This is one of Machiavelli's 27 Rules of Military Discipline, which he set down as his advice to generals. This rule is an example of the argument that war is a zero sum game; that is, that both sides in war are competing for a limited 'pool' of resources and that anything that strengthens one side must necessarily weaken the other and vice versa. A similar argument can be found in Clausewitz.
While it seems to be one of the most self-evident statements that could possibly be made about war, it is actually of debatable truth and may be counterproductive when applied to actual warfare. The ultimate expression of the doctrine of warfare as zero sum game can be found in the total warfare waged during the twentieth century, especially during the Second World War. In this war, all the major combatants engaged in mass-scale attacks against civilians, especially in the form of aerial terror bombing of refugee columns and cities.
Examining the situation from the perspective of RAF Bomber Command, one of the major perpetrators of attacks against civilians during the war, we see clear signs of a zero-sum game mentality. To men like Sir Arthur Harris, it was obvious that bombing enemy cities would harm the enemy; it was equally obvious that not being bombed would benefit the enemy. Therefore, applying the tenet above, Bomber Command resolved to bomb German cities with the goal of breaking the German people's collective will to fight.
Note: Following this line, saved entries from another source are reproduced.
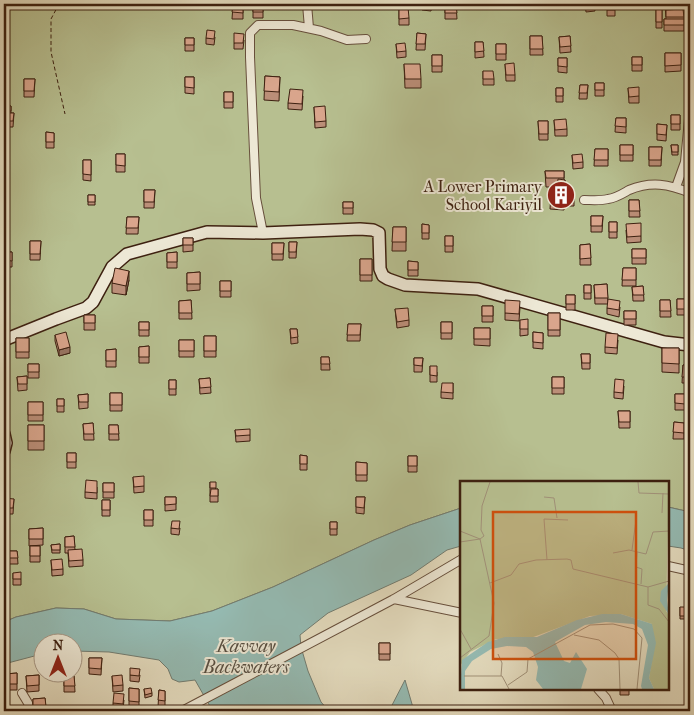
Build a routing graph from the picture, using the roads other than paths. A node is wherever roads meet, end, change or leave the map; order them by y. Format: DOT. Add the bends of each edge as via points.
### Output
graph roads {
  1 [pos="307,4"];
  2 [pos="309,28"];
  3 [pos="366,39"];
  4 [pos="690,108"];
  5 [pos="676,187"];
  6 [pos="690,193"];
  7 [pos="584,200"];
  8 [pos="263,233"];
  9 [pos="4,340"];
  10 [pos="690,345"];
  11 [pos="4,434"];
  12 [pos="4,451"];
  13 [pos="460,560"];
  14 [pos="669,566"];
  15 [pos="690,574"];
  16 [pos="394,599"];
  17 [pos="460,613"];
  18 [pos="599,690"];
  19 [pos="22,692"];
  20 [pos="30,711"];
  21 [pos="182,711"];
  22 [pos="612,711"];
  1 -- 2 [label="street"];
  2 -- 3 [label="street" via="347,40"];
  2 -- 8 [label="street" via="258,25 250,33 256,198"];
  4 -- 5 [label="street" via="685,162"];
  5 -- 6 [label="street"];
  5 -- 7 [label="street" via="663,184 644,186 618,197"];
  8 -- 9 [label="street" via="207,232 127,254 112,267 94,302 86,308"];
  8 -- 10 [label="street" via="373,230 379,233 380,269 388,279 405,285 478,289 664,342"];
  11 -- 12 [label="street"];
  13 -- 16 [label="street"];
  14 -- 15 [label="street"];
  16 -- 17 [label="street"];
  16 -- 21 [label="street"];
  18 -- 22 [label="street"];
  19 -- 20 [label="street"];
}
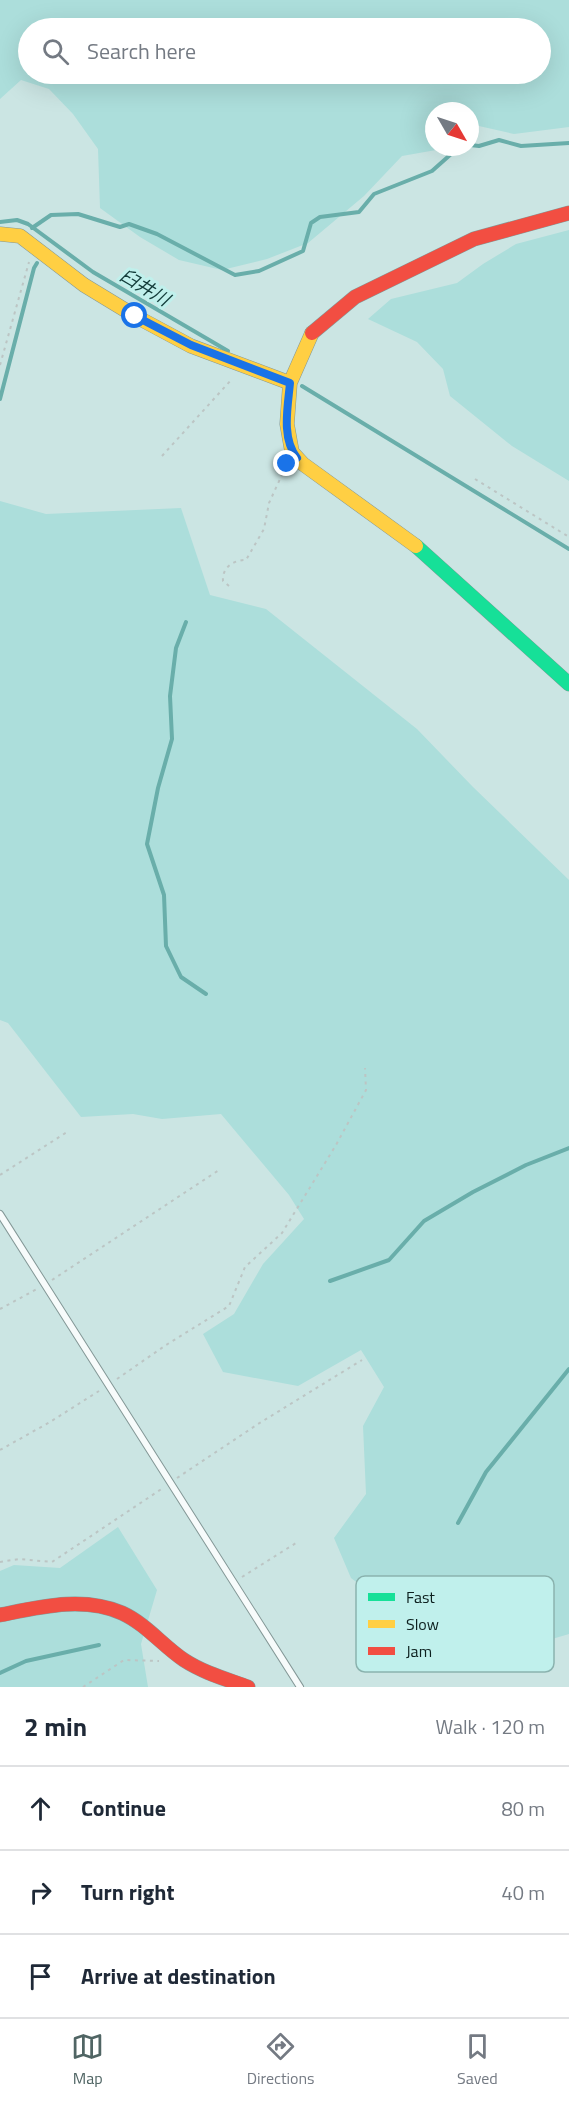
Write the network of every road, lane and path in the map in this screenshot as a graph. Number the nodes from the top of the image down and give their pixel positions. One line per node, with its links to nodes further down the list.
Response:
1 (569, 213): 6 (street)
2 (0, 234): 3 (street)
3 (38, 250): 4 (path); 5 (street)
4 (0, 365)
5 (244, 366): 6 (street); 7 (path)
6 (290, 383): 8 (street)
7 (162, 456)
8 (297, 458): 11 (path); 12 (street)
9 (475, 479): 10 (path)
10 (569, 537)
11 (229, 586)
12 (569, 684)
13 (365, 1068): 21 (path)
14 (67, 1132): 16 (path)
15 (219, 1170): 18 (path)
16 (0, 1175)
17 (0, 1214): 18 (lane)
18 (45, 1284): 19 (path); 21 (lane)
19 (0, 1309)
20 (362, 1360): 23 (path)
21 (109, 1384): 22 (path); 23 (lane)
22 (0, 1450)
23 (171, 1482): 25 (path); 26 (lane)
24 (296, 1543): 26 (path)
25 (0, 1562)
26 (235, 1582): 31 (lane)
27 (0, 1615): 28 (street)
28 (187, 1662): 29 (path); 30 (street)
29 (83, 1687)
30 (248, 1687)
31 (300, 1687)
After the war, the usefulness of this devastating bomber campaign was called into question. British night bombing attacks were wildly inaccurate, and the overwhelming majority of bombs fell far from their nominal targets. The bombing campaign certainly destroyed a lot of homes and property, but for most of the war, most of this property was in the form of houses and shops not critical to the German war effort
Many historians have concluded that Bomber Command's night bombing campaign was both a waste of resources and an atrocious act, in light of the indiscriminate manner in which its attacks fell on civilians.
In and of itself, this would not present a logical flaw in the image of war as a zero-sum game; it is quite possible that some strategies in a zero-sum game will result in a lot of cost for little benefit, or that some beneficial strategy will involve atrocities against a civilian population. However, it must be kept in mind that the men who ordered and organized the bomber campaign were thinking in Machiavellian/Clausewitzian terms. They were simply applying the dictum that "what benefits you, harms the enemy."
A similar disastrous result can be seen in the stalemated trench warfare of 1914-17 during World War One. At this time, all the major European powers were avid followers of Clausewitz. As a result, all the European powers ended up with essentially similar grand strategies reliant on grinding their enemies down in a battle of attrition. This attempt at attrition was fueled by the belief (drawn from what is perhaps a mistaken version of Clausewitz) that every shell fired at the enemy, every man sent against his lines, brought the enemy's defeat one step closer. In reality, it was the attackers who were driven back step by step, and the defenders were the ones winning the battle of attrition by suffering proportionately fewer losses than their enemies. This is one of the reasons the war dragged out into and through 1917.
Ultimately, both sides 'lost' World War One. The Central Powers lost all semblance of stable government; Austria-Hungary disintegrated all at once and Germany rapidly found itself in a downward spiral of political chaos that would not truly fade until the rise of the Nazis. Meanwhile, the Russian elite were mostly massacred by the Bolsheviks, and the lost generation of French and British Great War veterans were left depressed and pacifistic. Even the victors ultimately lost their colonial empires for reasons that found many of their origins in the aftermath of the Great War.
Similarly, it is not clear that either side 'won' the night bombing attacks. The British spent many millions of pounds building up Bomber Command, which suffered heavy casualties during the attack. Meanwhile, the Germans had to repair destroyed buildings that, while valuable, were not essential to the war effort. Ultimately, the bombing campaign left the heart of Europe devastated, making it difficult for friendly troops to move forward and making postwar recovery very difficult.
This problem of cases where both sides lose a war is even more apparent in the age of nuclear weapons. Today, any missile-armed party could probably attack another missile armed party, inflict horrendous losses against the enemy, and still lose the war
This leads to the conclusion that war is not inevitably a zero-sum game; in some wars it may be foolish to do a certain thing, even though it would hurt your enemy.